== INSTRUCTIONS FOR THE TASK ==
Within the entries underneath, how many lines include the string "Wellington"? State only the number.

SUPPLIED MATERIAL Block Start

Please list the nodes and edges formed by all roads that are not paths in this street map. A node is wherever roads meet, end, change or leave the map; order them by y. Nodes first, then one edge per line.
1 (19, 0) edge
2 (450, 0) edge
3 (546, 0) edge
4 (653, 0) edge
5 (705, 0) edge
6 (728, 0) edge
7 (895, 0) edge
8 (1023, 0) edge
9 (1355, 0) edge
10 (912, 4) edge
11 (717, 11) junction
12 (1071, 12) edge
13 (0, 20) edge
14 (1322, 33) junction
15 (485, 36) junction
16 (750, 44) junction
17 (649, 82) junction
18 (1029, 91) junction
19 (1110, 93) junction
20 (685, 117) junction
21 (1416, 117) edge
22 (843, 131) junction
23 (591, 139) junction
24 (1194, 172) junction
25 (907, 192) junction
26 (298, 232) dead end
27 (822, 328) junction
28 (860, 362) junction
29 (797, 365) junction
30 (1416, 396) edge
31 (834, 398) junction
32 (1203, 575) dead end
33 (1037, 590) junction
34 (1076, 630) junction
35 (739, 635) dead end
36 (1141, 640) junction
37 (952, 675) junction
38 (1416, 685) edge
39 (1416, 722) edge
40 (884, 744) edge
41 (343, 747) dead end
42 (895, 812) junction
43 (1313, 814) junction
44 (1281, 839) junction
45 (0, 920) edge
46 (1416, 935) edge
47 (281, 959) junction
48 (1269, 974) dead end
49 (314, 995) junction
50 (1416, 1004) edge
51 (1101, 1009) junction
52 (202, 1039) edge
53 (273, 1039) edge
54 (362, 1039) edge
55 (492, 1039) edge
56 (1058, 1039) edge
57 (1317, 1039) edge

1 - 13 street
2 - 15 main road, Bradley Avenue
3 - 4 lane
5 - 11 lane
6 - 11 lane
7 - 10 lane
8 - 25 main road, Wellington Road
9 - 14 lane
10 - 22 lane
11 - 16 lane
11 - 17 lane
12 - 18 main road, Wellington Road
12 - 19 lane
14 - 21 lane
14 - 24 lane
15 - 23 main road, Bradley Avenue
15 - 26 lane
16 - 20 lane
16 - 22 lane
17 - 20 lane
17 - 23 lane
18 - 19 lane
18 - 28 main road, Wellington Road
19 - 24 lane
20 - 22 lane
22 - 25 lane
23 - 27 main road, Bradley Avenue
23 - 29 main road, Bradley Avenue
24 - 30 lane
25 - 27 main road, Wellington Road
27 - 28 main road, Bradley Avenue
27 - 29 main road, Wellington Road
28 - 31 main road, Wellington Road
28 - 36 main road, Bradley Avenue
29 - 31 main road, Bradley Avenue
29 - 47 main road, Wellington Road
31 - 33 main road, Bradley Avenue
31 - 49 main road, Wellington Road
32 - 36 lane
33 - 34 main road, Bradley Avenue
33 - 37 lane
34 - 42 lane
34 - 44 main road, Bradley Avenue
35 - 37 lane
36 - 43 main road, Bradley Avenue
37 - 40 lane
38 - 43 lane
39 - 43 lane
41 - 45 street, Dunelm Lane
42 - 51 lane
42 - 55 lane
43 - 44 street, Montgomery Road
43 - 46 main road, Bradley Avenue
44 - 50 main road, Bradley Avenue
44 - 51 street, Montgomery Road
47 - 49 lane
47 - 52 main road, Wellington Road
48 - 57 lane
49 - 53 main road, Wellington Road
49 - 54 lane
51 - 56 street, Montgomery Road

SUPPLIED MATERIAL Block End

== ANSWER SECTION ==
10